▶ About this task: From start to finish, set down the entries below exactly, leaving out the pictures.

▶ The data:
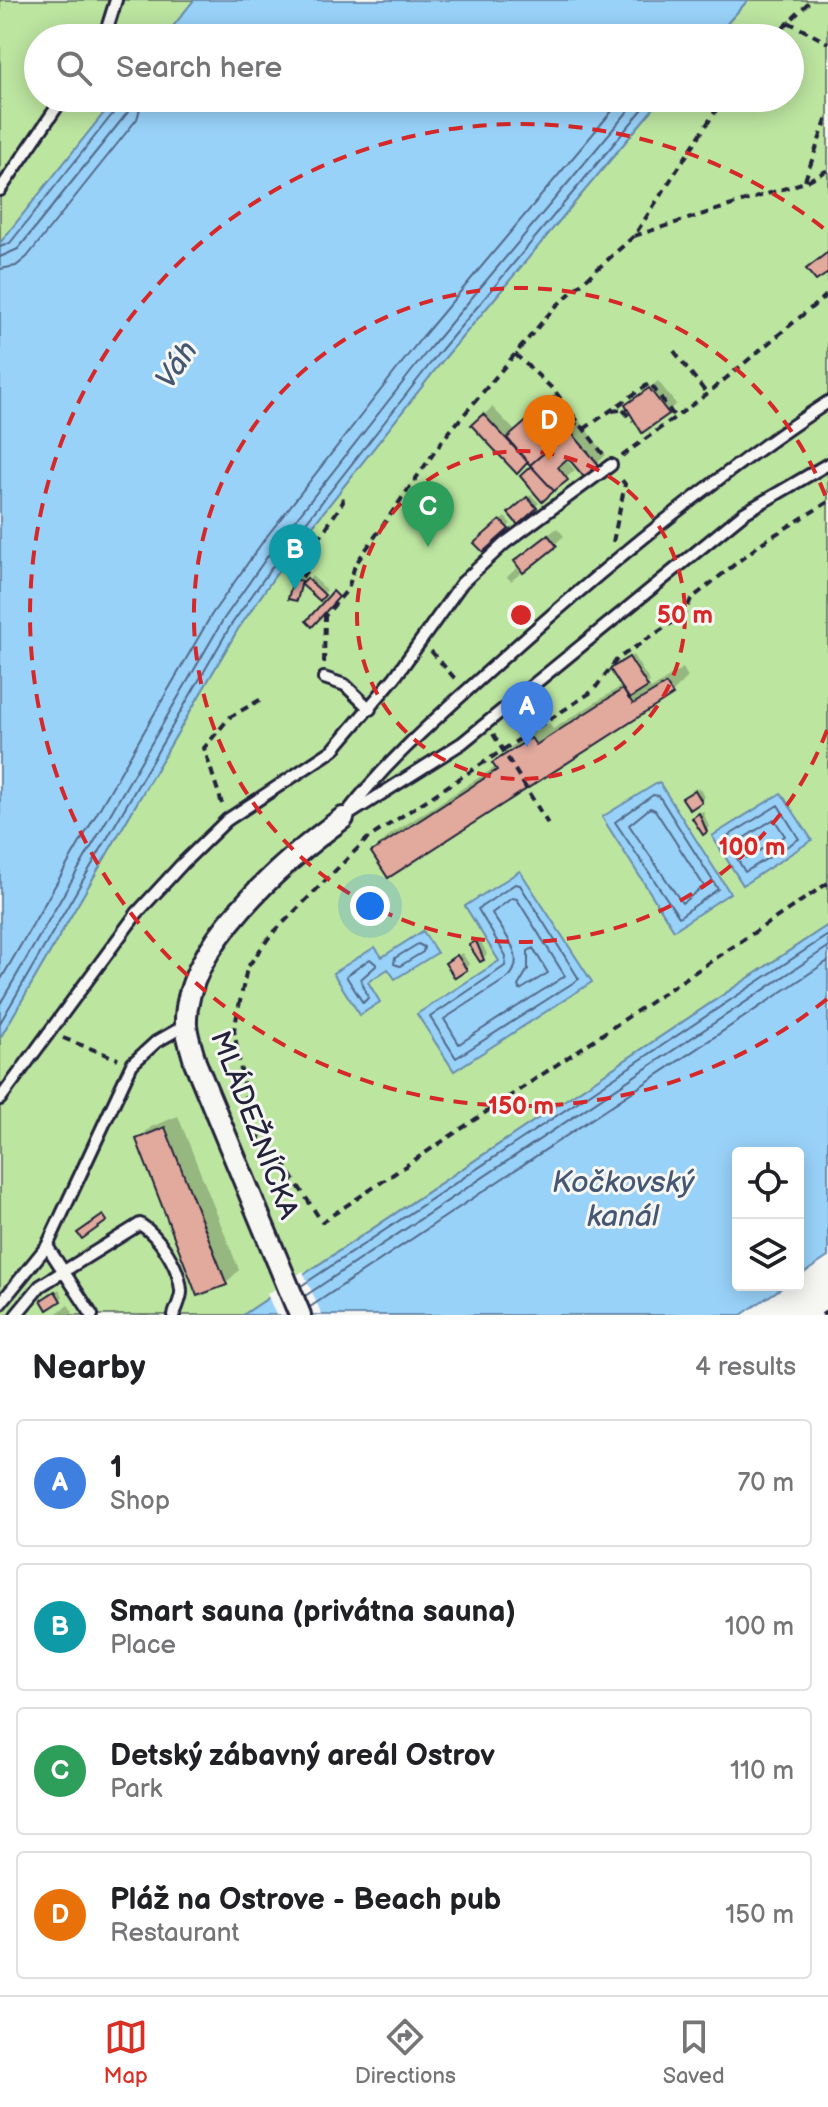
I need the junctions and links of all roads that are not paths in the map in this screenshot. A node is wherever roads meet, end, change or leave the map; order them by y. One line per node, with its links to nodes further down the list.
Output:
1 (116, 0): 2 (lane)
2 (108, 24)
3 (53, 112): 4 (lane)
4 (0, 190)
5 (828, 402): 10 (lane)
6 (828, 464): 10 (lane)
7 (611, 465): 9 (lane)
8 (324, 678): 9 (lane)
9 (370, 709): 12 (lane)
10 (343, 818): 11 (street, MLÁDEŽNÍCKA)
11 (186, 1025): 13 (lane); 19 (street, MLÁDEŽNÍCKA)
12 (0, 1099)
13 (47, 1246): 14 (lane); 15 (lane)
14 (62, 1271): 16 (lane); 17 (lane); 18 (lane)
15 (2, 1298)
16 (16, 1315)
17 (92, 1315)
18 (174, 1315)
19 (300, 1315)

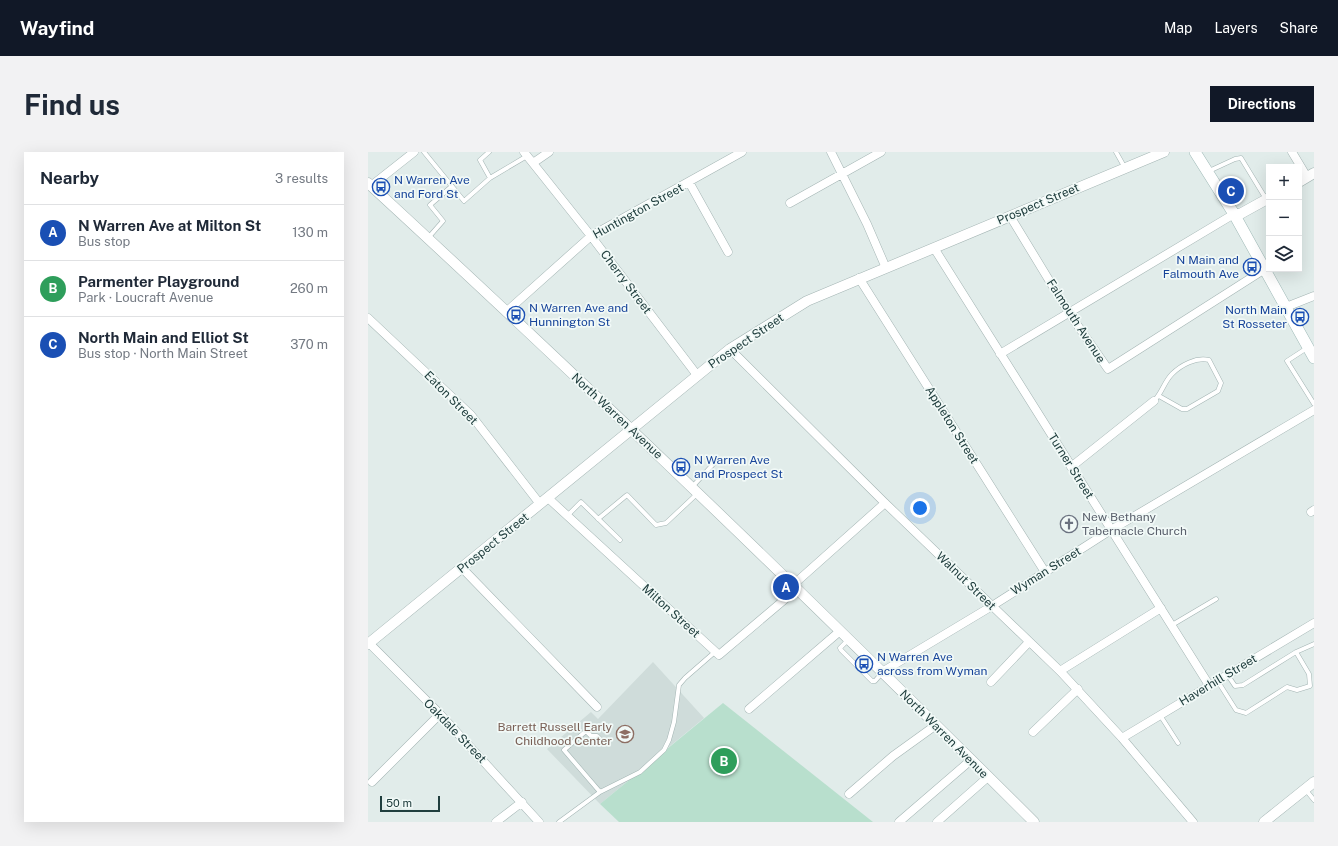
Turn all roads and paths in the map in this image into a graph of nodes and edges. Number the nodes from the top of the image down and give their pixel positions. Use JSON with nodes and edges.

▶ Solution to this task:
I need the junctions and links of all roads that are not paths in the map in this screenshot. A node is wherever roads meet, end, change or leave the map; order them by y. One line per node, with its links to nodes further down the list.
Output:
1 (116, 0): 2 (lane)
2 (108, 24)
3 (53, 112): 4 (lane)
4 (0, 190)
5 (828, 402): 10 (lane)
6 (828, 464): 10 (lane)
7 (611, 465): 9 (lane)
8 (324, 678): 9 (lane)
9 (370, 709): 12 (lane)
10 (343, 818): 11 (street, MLÁDEŽNÍCKA)
11 (186, 1025): 13 (lane); 19 (street, MLÁDEŽNÍCKA)
12 (0, 1099)
13 (47, 1246): 14 (lane); 15 (lane)
14 (62, 1271): 16 (lane); 17 (lane); 18 (lane)
15 (2, 1298)
16 (16, 1315)
17 (92, 1315)
18 (174, 1315)
19 (300, 1315)

Turn all roads and paths in the map in this image into a graph of nodes and edges. Number the nodes from the top of the image down and give their pixel positions. Use JSON with nodes and edges.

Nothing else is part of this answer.